Overview
Graphic designer cover letters have a reputation for being afterthoughts. Many designers assume the portfolio does all the talking, so the letter gets a few generic lines about being creative and keen about design. That is a missed opportunity. The cover letter is your chance to show context that a portfolio cannot: the scale of your projects, the constraints you worked within, and the commercial impact of your design work.
This cover letter belongs to Callum Drummond, a graphic designer at Tangent Graphic in Glasgow, applying for an in-house role at BrewDog. His letter works because he opens with a direct connection to the brand (he has already designed BrewDog packaging), then backs it up with the scope and scale of his broader work.
The opening: lead with the connection
Callum's opening is unusually strong because he has an existing relationship with the brand. He designed packaging for BrewDog's limited-edition 4-pack range at his agency, and three designs shipped to 1,200+ retail locations. He leads with this because it is the most relevant thing he can say.
I already know the brand from the outside. I designed the packaging for BrewDog's limited-edition 4-pack range at Tangent Graphic, three designs that shipped to 1,200+ retail locations.
This immediately separates him from every other applicant. He is not learning the brand. He has already worked with it. The retail distribution number (1,200+ locations) adds commercial weight to what could otherwise be dismissed as a small freelance project.
For your letter: if you have any existing connection to the company or its products, lead with it. Previous client work, brand collaborations, or even a personal project inspired by the brand. Any genuine connection is more compelling than a generic opening.
The body: scale, variety, and reach
The middle paragraph covers two roles with different types of work. At Tangent Graphic, he manages five to eight concurrent projects across brand identity, packaging, and campaigns. The Scottish Ballet case study is the standout: a visual identity redesign covering posters, programmes, digital banners, and social templates, reaching an estimated two million impressions across outdoor media.

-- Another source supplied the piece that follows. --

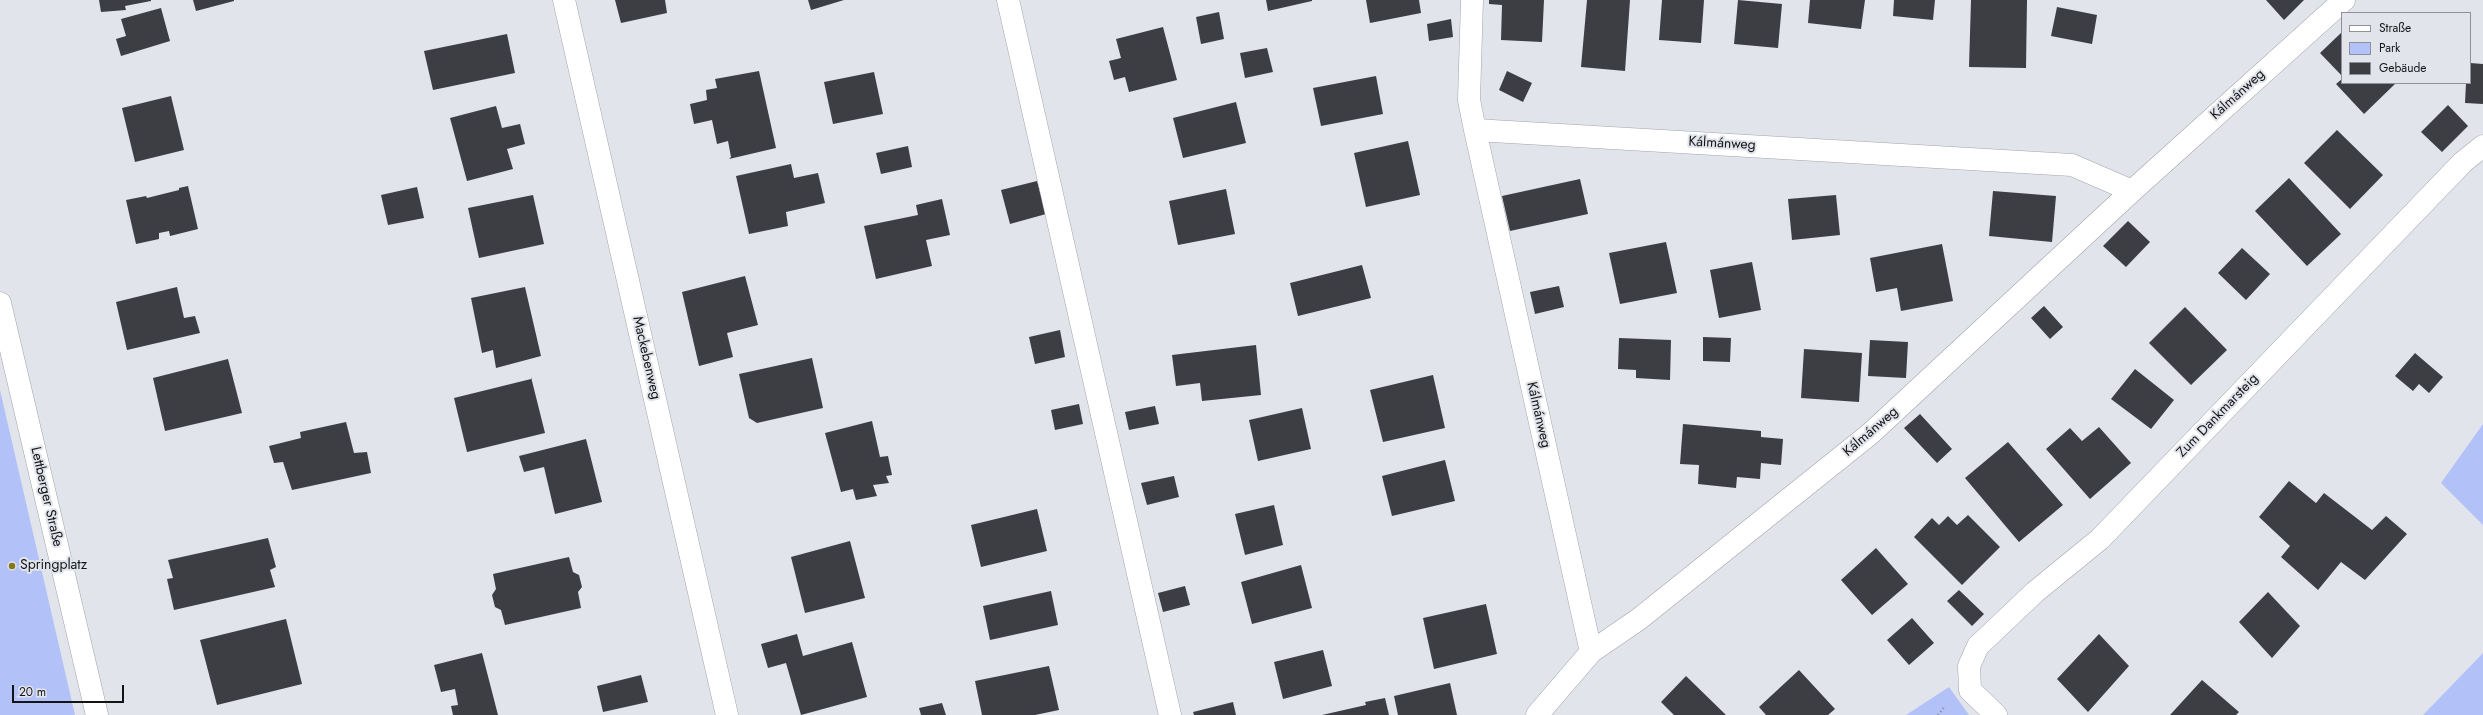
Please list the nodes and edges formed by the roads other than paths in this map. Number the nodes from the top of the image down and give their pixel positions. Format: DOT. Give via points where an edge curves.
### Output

At Glasgow Life, he handled high-volume production work. Print runs of 10,000-50,000, 120+ social media assets per quarter, and standardised brand guidelines across eight venues. This is a different type of design work, but it shows he can handle volume and consistency, which are exactly the skills an in-house role requires.
The lesson for designers: your cover letter should show range. Campaign work, production work, brand guidelines, packaging, digital, and print. In-house teams need designers who can move between different types of output without losing quality. Showing that range in your letter signals you can handle the breadth of work the role demands.
The closing: skills and production readiness
Callum's closing covers his education (Glasgow School of Art, First in Communication Design) and his software stack (InDesign, Illustrator, Photoshop, Figma). He then adds a practical statement: "I am comfortable moving from brief to final press-ready artwork in both print and digital."
That last point matters more than it might seem. Many designers can concept and create, but not all can produce finished files that go straight to print or to a developer. Stating that you can handle the full workflow, from brief to press-ready output, tells the hiring manager you will not create bottlenecks.
What makes this letter effective
The letter treats graphic design as a professional discipline with commercial outcomes, not just a creative pursuit. Print runs, retail locations, impression counts, and venue standardisation. These details show that Callum's work exists in the real world, at real scale, with real business impact.
The BrewDog connection in the opening is a model for how to personalise a cover letter. It is specific, relevant, and verifiable. Any hiring manager reading it will think: this person already knows our brand at a production level.
Mistakes graphic designers make in cover letters
Assuming the portfolio speaks for itself. It does not. The portfolio shows what you can create. The cover letter shows the context: the brief, the constraints, the scale, and the outcome. Hiring managers make decisions based on both.
Not mentioning production skills. Prepress knowledge, file preparation, colour management, and print specification are practical skills that separate production-ready designers from those who only work on screen. If you have these skills, state them.
Being vague about software. "Proficient in Adobe Creative Suite" is a minimum expectation, not a differentiator. Name the specific applications you use and, where relevant, your Figma or Sketch experience. If you have motion graphics skills (After Effects, Premiere Pro) or 3D capabilities, mention those too.
Leaving out the numbers. Print runs, distribution figures, audience reach, number of assets produced. These quantify your output and help the reader understand the scale of your work. A poster designed for a local event and a poster designed for a national campaign with 50,000 print run are very different achievements.
Focusing only on aesthetics. Good design solves problems. If your letter only talks about visual style and creative vision, you are missing the strategic dimension. Talk about the brief, the audience, and how your design decisions served the project's goals.